About this exercise:
Below are the entries to work from; restate word for word the portion that opens with the line containing "cairo_save(ctx);" and closes with the line containing "cairo_set_miter_limit(ctx, 4);", keeping both.

[Saved data entries]
☆ ☆ ☆ ☆ ☆ ☆ ☆

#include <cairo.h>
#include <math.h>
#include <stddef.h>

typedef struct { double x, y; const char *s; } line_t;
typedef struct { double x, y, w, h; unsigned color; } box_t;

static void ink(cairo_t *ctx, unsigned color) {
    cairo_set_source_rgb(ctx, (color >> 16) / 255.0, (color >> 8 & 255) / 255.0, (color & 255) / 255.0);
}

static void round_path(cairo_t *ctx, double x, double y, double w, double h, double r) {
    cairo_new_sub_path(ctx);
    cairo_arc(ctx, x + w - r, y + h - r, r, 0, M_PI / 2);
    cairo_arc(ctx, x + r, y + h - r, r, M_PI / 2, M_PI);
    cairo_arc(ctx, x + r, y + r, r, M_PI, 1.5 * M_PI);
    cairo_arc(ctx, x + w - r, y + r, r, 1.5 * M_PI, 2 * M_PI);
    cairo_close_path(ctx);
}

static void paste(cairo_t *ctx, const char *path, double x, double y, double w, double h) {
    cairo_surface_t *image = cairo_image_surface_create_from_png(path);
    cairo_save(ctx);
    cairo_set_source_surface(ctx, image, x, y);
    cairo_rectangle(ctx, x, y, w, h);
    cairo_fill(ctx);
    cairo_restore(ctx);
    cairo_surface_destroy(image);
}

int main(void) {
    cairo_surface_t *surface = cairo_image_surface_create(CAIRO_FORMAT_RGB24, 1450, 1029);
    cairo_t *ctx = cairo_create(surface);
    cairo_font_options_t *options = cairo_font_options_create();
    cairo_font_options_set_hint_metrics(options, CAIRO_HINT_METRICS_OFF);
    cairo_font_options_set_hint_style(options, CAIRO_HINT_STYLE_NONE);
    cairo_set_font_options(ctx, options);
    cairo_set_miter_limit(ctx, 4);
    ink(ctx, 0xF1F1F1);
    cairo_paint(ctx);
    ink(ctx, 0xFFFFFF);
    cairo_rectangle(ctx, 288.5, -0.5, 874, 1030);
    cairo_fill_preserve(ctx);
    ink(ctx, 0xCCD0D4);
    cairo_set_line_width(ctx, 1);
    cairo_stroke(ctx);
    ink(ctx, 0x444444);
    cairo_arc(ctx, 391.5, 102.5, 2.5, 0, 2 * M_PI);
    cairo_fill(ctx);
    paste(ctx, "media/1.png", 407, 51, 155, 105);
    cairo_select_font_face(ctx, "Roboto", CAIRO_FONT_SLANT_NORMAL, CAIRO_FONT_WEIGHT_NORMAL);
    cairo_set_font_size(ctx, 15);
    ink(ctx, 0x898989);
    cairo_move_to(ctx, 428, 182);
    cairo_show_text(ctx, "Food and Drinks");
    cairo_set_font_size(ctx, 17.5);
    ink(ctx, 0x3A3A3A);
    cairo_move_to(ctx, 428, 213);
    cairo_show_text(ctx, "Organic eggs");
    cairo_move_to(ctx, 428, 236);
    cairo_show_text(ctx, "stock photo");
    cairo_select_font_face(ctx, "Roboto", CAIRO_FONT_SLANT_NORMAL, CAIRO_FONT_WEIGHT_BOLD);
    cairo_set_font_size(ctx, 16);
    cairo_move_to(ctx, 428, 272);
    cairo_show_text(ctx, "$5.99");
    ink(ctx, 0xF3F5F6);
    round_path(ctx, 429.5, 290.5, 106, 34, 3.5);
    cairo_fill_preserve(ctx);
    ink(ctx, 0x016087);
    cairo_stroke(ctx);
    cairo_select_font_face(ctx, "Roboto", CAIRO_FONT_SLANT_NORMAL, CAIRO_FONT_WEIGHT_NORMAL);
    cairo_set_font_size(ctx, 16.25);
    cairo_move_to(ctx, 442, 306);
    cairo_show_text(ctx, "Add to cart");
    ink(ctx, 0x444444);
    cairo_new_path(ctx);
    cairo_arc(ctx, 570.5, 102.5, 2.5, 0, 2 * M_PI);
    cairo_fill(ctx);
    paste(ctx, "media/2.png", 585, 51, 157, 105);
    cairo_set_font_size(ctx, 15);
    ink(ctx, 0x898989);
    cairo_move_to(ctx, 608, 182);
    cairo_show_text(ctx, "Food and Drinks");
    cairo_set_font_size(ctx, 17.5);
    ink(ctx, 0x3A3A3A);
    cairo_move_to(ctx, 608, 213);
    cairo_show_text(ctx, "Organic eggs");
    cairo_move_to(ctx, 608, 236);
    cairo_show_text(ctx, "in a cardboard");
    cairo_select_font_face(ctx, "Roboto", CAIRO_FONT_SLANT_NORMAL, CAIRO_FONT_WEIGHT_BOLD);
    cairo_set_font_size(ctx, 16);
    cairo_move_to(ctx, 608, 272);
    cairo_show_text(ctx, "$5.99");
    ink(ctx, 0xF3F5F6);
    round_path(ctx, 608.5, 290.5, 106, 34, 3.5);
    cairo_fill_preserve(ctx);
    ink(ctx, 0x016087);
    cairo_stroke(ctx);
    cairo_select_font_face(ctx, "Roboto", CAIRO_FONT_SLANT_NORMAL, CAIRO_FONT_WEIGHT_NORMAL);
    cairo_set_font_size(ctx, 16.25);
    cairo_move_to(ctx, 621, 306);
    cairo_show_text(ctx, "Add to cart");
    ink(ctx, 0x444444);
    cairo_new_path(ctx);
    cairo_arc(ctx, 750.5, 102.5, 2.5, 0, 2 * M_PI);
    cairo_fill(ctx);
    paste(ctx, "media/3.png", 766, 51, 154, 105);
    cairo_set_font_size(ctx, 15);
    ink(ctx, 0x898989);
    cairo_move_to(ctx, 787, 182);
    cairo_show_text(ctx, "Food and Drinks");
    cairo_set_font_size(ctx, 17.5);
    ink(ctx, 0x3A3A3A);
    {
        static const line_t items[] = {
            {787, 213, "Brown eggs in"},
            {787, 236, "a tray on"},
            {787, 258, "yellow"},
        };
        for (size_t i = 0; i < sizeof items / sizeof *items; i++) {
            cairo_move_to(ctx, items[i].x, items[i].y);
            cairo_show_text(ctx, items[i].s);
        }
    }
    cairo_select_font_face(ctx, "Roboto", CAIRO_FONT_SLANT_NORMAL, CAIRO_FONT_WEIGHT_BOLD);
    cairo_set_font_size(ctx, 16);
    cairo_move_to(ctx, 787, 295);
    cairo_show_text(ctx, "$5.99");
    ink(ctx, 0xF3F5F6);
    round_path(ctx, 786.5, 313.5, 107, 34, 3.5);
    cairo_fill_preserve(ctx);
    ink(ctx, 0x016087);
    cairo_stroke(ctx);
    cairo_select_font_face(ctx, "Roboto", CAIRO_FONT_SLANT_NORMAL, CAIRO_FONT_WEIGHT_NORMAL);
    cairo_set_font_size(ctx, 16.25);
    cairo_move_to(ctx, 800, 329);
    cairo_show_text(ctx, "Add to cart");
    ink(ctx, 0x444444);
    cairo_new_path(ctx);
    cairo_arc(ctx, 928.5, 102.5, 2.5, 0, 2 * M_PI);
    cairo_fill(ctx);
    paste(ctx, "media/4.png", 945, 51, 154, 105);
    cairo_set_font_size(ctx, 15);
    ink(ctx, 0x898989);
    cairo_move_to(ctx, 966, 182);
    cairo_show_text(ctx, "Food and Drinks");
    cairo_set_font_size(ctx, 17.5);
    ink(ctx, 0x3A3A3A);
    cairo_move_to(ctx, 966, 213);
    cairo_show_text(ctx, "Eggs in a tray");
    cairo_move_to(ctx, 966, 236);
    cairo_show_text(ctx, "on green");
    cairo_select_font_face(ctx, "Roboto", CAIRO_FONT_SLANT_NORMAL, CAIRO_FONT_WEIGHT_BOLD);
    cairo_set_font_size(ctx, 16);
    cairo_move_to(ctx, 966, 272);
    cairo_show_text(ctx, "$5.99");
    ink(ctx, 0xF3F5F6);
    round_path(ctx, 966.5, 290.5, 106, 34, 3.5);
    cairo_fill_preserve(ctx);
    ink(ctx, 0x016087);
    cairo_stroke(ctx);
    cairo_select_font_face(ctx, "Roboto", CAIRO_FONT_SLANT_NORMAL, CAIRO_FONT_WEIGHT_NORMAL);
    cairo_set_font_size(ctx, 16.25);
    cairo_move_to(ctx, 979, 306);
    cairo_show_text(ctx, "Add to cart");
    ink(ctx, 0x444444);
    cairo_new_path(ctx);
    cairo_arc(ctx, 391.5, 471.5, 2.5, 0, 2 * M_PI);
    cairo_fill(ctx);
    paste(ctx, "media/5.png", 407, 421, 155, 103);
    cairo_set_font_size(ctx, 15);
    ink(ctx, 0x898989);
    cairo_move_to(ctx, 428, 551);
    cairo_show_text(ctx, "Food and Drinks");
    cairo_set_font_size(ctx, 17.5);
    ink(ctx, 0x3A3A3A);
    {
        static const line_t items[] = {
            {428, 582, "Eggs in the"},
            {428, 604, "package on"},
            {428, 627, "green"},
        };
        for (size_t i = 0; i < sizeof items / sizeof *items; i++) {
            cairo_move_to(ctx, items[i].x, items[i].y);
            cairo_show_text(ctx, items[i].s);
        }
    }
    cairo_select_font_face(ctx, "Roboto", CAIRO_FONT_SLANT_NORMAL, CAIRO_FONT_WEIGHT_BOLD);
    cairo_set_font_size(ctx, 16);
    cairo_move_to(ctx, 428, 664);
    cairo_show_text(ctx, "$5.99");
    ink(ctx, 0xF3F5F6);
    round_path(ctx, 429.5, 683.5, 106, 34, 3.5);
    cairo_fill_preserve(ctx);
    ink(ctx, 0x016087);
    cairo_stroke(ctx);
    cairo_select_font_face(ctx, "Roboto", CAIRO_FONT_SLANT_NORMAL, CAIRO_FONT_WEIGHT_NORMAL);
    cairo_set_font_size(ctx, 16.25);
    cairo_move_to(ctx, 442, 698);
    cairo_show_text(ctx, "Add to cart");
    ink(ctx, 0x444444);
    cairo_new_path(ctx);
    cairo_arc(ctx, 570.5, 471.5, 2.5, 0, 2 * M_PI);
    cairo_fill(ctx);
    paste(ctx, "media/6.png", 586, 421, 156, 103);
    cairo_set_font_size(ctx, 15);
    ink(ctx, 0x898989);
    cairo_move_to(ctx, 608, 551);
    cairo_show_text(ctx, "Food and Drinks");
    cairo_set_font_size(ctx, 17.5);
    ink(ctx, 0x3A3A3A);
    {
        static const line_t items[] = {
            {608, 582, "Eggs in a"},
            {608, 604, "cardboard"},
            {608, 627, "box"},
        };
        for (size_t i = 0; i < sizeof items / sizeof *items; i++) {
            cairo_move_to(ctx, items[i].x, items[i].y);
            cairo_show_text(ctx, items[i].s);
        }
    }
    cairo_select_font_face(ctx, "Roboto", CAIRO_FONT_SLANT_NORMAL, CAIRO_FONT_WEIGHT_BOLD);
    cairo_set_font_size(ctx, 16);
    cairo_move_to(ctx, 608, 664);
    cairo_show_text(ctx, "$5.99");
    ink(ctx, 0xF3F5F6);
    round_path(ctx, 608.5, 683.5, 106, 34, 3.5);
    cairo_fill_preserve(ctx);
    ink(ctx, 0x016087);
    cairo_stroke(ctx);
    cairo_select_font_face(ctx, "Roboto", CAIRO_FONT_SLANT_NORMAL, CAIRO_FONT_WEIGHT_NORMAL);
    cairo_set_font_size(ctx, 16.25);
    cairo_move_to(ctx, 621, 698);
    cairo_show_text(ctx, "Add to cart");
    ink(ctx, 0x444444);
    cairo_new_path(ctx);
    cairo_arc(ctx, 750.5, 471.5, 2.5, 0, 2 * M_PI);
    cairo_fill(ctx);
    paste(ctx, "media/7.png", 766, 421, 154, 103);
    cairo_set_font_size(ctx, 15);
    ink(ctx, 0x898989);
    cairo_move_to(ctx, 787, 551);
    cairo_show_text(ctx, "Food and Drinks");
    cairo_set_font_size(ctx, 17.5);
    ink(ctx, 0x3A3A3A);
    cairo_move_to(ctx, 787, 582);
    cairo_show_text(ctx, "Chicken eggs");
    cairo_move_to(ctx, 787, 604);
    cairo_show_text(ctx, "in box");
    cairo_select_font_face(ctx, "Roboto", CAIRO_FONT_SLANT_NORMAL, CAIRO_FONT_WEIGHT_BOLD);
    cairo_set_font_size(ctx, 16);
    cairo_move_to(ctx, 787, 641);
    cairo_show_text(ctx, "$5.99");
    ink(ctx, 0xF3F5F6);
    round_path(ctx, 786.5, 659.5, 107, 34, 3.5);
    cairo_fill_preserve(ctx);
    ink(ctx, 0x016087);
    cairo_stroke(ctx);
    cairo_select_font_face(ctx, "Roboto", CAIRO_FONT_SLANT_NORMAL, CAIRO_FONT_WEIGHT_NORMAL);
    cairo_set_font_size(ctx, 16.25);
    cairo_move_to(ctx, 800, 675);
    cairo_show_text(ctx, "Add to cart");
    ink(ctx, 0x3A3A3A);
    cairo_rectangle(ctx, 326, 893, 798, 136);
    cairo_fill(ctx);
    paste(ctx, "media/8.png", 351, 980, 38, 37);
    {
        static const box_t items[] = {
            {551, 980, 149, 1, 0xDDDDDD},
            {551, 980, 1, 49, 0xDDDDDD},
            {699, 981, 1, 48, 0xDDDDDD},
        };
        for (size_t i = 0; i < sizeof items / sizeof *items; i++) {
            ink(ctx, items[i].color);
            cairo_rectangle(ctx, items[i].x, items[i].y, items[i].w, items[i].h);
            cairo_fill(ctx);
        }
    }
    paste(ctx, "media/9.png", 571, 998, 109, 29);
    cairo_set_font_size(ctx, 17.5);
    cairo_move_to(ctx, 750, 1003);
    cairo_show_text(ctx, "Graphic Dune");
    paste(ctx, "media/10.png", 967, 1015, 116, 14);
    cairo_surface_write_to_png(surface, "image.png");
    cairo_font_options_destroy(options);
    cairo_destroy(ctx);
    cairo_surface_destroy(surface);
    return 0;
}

☆ ☆ ☆ ☆ ☆ ☆ ☆

Result for this task:
    cairo_save(ctx);
    cairo_set_source_surface(ctx, image, x, y);
    cairo_rectangle(ctx, x, y, w, h);
    cairo_fill(ctx);
    cairo_restore(ctx);
    cairo_surface_destroy(image);
}

int main(void) {
    cairo_surface_t *surface = cairo_image_surface_create(CAIRO_FORMAT_RGB24, 1450, 1029);
    cairo_t *ctx = cairo_create(surface);
    cairo_font_options_t *options = cairo_font_options_create();
    cairo_font_options_set_hint_metrics(options, CAIRO_HINT_METRICS_OFF);
    cairo_font_options_set_hint_style(options, CAIRO_HINT_STYLE_NONE);
    cairo_set_font_options(ctx, options);
    cairo_set_miter_limit(ctx, 4);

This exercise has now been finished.